● **TASK REQUIREMENTS**
Output every entry below exactly as it is written.

● **DATA SHOWN**
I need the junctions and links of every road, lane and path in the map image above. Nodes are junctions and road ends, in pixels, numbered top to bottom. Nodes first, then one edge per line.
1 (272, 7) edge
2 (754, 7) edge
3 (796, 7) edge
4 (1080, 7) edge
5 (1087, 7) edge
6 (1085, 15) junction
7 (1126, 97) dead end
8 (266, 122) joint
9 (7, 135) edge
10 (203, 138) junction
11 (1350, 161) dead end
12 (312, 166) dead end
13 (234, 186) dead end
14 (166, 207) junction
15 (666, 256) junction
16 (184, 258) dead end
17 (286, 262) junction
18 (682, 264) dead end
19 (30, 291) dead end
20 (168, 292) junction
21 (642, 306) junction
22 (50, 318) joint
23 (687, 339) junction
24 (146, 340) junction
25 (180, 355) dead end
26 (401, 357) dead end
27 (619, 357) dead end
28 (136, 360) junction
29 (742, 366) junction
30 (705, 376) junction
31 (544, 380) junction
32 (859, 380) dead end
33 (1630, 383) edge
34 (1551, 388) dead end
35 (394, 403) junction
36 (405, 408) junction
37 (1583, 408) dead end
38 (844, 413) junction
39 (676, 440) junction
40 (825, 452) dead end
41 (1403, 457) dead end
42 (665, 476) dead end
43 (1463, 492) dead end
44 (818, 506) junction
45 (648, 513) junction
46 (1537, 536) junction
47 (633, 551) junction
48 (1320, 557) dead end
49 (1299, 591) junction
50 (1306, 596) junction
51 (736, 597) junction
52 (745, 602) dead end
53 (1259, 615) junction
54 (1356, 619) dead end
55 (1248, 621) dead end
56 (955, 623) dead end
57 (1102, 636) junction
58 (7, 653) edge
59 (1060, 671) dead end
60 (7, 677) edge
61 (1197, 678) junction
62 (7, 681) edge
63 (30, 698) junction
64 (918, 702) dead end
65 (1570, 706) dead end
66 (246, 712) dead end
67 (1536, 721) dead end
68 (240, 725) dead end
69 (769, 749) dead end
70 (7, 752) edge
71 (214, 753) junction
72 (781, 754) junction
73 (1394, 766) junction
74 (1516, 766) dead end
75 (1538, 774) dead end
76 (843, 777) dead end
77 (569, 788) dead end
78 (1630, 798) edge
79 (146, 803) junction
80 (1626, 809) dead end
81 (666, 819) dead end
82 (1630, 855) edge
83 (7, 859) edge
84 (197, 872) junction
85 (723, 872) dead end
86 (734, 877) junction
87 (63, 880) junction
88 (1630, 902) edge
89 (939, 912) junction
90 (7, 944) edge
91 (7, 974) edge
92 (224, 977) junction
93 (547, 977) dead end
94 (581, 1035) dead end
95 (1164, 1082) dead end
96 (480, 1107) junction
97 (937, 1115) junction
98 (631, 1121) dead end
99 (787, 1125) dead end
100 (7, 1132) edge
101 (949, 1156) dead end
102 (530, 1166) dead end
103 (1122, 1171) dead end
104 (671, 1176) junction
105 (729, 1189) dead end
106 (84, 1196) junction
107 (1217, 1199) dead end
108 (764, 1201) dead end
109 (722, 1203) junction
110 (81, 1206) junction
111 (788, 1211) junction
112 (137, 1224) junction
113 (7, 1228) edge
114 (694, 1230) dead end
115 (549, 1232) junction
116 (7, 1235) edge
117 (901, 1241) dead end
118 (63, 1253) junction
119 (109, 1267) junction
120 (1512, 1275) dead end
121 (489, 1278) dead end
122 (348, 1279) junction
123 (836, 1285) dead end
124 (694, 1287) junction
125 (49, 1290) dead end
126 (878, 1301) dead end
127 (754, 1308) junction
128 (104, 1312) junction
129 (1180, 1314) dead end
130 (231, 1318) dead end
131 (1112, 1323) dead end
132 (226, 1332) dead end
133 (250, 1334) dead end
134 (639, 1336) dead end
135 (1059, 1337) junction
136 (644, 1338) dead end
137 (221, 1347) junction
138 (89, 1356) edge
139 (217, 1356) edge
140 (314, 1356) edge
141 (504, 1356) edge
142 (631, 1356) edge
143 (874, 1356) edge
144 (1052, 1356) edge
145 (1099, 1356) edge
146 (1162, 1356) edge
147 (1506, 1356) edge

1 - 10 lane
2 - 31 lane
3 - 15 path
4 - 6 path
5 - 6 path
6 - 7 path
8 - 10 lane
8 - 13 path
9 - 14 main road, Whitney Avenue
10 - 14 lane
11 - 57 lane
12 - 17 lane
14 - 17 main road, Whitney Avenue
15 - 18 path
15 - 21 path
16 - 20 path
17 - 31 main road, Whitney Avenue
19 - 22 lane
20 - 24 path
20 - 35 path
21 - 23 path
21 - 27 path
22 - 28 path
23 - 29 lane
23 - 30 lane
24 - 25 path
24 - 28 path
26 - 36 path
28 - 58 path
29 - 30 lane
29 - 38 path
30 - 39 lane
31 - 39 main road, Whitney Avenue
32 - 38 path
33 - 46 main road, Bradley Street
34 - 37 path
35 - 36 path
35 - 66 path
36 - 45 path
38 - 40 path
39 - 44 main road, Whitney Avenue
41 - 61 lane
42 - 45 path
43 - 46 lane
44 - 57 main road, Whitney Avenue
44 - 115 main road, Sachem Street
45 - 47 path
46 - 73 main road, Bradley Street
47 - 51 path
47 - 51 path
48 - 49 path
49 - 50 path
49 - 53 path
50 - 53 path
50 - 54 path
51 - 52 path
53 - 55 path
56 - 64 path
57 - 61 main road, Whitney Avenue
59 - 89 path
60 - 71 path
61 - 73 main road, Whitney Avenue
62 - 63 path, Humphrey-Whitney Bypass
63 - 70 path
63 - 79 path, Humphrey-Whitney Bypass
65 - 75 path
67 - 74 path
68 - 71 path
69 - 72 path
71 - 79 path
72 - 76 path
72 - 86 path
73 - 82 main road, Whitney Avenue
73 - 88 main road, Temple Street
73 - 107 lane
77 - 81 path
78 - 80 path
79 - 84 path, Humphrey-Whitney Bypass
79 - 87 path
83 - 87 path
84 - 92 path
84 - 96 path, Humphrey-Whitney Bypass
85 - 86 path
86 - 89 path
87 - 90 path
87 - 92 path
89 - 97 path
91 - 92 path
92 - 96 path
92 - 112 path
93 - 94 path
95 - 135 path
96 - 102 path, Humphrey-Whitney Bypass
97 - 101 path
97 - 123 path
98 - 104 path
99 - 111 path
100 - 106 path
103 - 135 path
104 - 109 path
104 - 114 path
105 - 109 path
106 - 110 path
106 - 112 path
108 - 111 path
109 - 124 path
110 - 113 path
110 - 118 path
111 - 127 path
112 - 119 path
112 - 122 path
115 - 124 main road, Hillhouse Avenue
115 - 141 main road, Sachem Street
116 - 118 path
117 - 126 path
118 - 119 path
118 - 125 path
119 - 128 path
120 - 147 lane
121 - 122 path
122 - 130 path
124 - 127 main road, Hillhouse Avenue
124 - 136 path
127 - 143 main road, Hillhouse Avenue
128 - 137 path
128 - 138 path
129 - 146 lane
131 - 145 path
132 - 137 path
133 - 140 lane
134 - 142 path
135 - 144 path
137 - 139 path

● **FINAL ANSWER**
I need the junctions and links of every road, lane and path in the map image above. Nodes are junctions and road ends, in pixels, numbered top to bottom. Nodes first, then one edge per line.
1 (272, 7) edge
2 (754, 7) edge
3 (796, 7) edge
4 (1080, 7) edge
5 (1087, 7) edge
6 (1085, 15) junction
7 (1126, 97) dead end
8 (266, 122) joint
9 (7, 135) edge
10 (203, 138) junction
11 (1350, 161) dead end
12 (312, 166) dead end
13 (234, 186) dead end
14 (166, 207) junction
15 (666, 256) junction
16 (184, 258) dead end
17 (286, 262) junction
18 (682, 264) dead end
19 (30, 291) dead end
20 (168, 292) junction
21 (642, 306) junction
22 (50, 318) joint
23 (687, 339) junction
24 (146, 340) junction
25 (180, 355) dead end
26 (401, 357) dead end
27 (619, 357) dead end
28 (136, 360) junction
29 (742, 366) junction
30 (705, 376) junction
31 (544, 380) junction
32 (859, 380) dead end
33 (1630, 383) edge
34 (1551, 388) dead end
35 (394, 403) junction
36 (405, 408) junction
37 (1583, 408) dead end
38 (844, 413) junction
39 (676, 440) junction
40 (825, 452) dead end
41 (1403, 457) dead end
42 (665, 476) dead end
43 (1463, 492) dead end
44 (818, 506) junction
45 (648, 513) junction
46 (1537, 536) junction
47 (633, 551) junction
48 (1320, 557) dead end
49 (1299, 591) junction
50 (1306, 596) junction
51 (736, 597) junction
52 (745, 602) dead end
53 (1259, 615) junction
54 (1356, 619) dead end
55 (1248, 621) dead end
56 (955, 623) dead end
57 (1102, 636) junction
58 (7, 653) edge
59 (1060, 671) dead end
60 (7, 677) edge
61 (1197, 678) junction
62 (7, 681) edge
63 (30, 698) junction
64 (918, 702) dead end
65 (1570, 706) dead end
66 (246, 712) dead end
67 (1536, 721) dead end
68 (240, 725) dead end
69 (769, 749) dead end
70 (7, 752) edge
71 (214, 753) junction
72 (781, 754) junction
73 (1394, 766) junction
74 (1516, 766) dead end
75 (1538, 774) dead end
76 (843, 777) dead end
77 (569, 788) dead end
78 (1630, 798) edge
79 (146, 803) junction
80 (1626, 809) dead end
81 (666, 819) dead end
82 (1630, 855) edge
83 (7, 859) edge
84 (197, 872) junction
85 (723, 872) dead end
86 (734, 877) junction
87 (63, 880) junction
88 (1630, 902) edge
89 (939, 912) junction
90 (7, 944) edge
91 (7, 974) edge
92 (224, 977) junction
93 (547, 977) dead end
94 (581, 1035) dead end
95 (1164, 1082) dead end
96 (480, 1107) junction
97 (937, 1115) junction
98 (631, 1121) dead end
99 (787, 1125) dead end
100 (7, 1132) edge
101 (949, 1156) dead end
102 (530, 1166) dead end
103 (1122, 1171) dead end
104 (671, 1176) junction
105 (729, 1189) dead end
106 (84, 1196) junction
107 (1217, 1199) dead end
108 (764, 1201) dead end
109 (722, 1203) junction
110 (81, 1206) junction
111 (788, 1211) junction
112 (137, 1224) junction
113 (7, 1228) edge
114 (694, 1230) dead end
115 (549, 1232) junction
116 (7, 1235) edge
117 (901, 1241) dead end
118 (63, 1253) junction
119 (109, 1267) junction
120 (1512, 1275) dead end
121 (489, 1278) dead end
122 (348, 1279) junction
123 (836, 1285) dead end
124 (694, 1287) junction
125 (49, 1290) dead end
126 (878, 1301) dead end
127 (754, 1308) junction
128 (104, 1312) junction
129 (1180, 1314) dead end
130 (231, 1318) dead end
131 (1112, 1323) dead end
132 (226, 1332) dead end
133 (250, 1334) dead end
134 (639, 1336) dead end
135 (1059, 1337) junction
136 (644, 1338) dead end
137 (221, 1347) junction
138 (89, 1356) edge
139 (217, 1356) edge
140 (314, 1356) edge
141 (504, 1356) edge
142 (631, 1356) edge
143 (874, 1356) edge
144 (1052, 1356) edge
145 (1099, 1356) edge
146 (1162, 1356) edge
147 (1506, 1356) edge

1 - 10 lane
2 - 31 lane
3 - 15 path
4 - 6 path
5 - 6 path
6 - 7 path
8 - 10 lane
8 - 13 path
9 - 14 main road, Whitney Avenue
10 - 14 lane
11 - 57 lane
12 - 17 lane
14 - 17 main road, Whitney Avenue
15 - 18 path
15 - 21 path
16 - 20 path
17 - 31 main road, Whitney Avenue
19 - 22 lane
20 - 24 path
20 - 35 path
21 - 23 path
21 - 27 path
22 - 28 path
23 - 29 lane
23 - 30 lane
24 - 25 path
24 - 28 path
26 - 36 path
28 - 58 path
29 - 30 lane
29 - 38 path
30 - 39 lane
31 - 39 main road, Whitney Avenue
32 - 38 path
33 - 46 main road, Bradley Street
34 - 37 path
35 - 36 path
35 - 66 path
36 - 45 path
38 - 40 path
39 - 44 main road, Whitney Avenue
41 - 61 lane
42 - 45 path
43 - 46 lane
44 - 57 main road, Whitney Avenue
44 - 115 main road, Sachem Street
45 - 47 path
46 - 73 main road, Bradley Street
47 - 51 path
47 - 51 path
48 - 49 path
49 - 50 path
49 - 53 path
50 - 53 path
50 - 54 path
51 - 52 path
53 - 55 path
56 - 64 path
57 - 61 main road, Whitney Avenue
59 - 89 path
60 - 71 path
61 - 73 main road, Whitney Avenue
62 - 63 path, Humphrey-Whitney Bypass
63 - 70 path
63 - 79 path, Humphrey-Whitney Bypass
65 - 75 path
67 - 74 path
68 - 71 path
69 - 72 path
71 - 79 path
72 - 76 path
72 - 86 path
73 - 82 main road, Whitney Avenue
73 - 88 main road, Temple Street
73 - 107 lane
77 - 81 path
78 - 80 path
79 - 84 path, Humphrey-Whitney Bypass
79 - 87 path
83 - 87 path
84 - 92 path
84 - 96 path, Humphrey-Whitney Bypass
85 - 86 path
86 - 89 path
87 - 90 path
87 - 92 path
89 - 97 path
91 - 92 path
92 - 96 path
92 - 112 path
93 - 94 path
95 - 135 path
96 - 102 path, Humphrey-Whitney Bypass
97 - 101 path
97 - 123 path
98 - 104 path
99 - 111 path
100 - 106 path
103 - 135 path
104 - 109 path
104 - 114 path
105 - 109 path
106 - 110 path
106 - 112 path
108 - 111 path
109 - 124 path
110 - 113 path
110 - 118 path
111 - 127 path
112 - 119 path
112 - 122 path
115 - 124 main road, Hillhouse Avenue
115 - 141 main road, Sachem Street
116 - 118 path
117 - 126 path
118 - 119 path
118 - 125 path
119 - 128 path
120 - 147 lane
121 - 122 path
122 - 130 path
124 - 127 main road, Hillhouse Avenue
124 - 136 path
127 - 143 main road, Hillhouse Avenue
128 - 137 path
128 - 138 path
129 - 146 lane
131 - 145 path
132 - 137 path
133 - 140 lane
134 - 142 path
135 - 144 path
137 - 139 path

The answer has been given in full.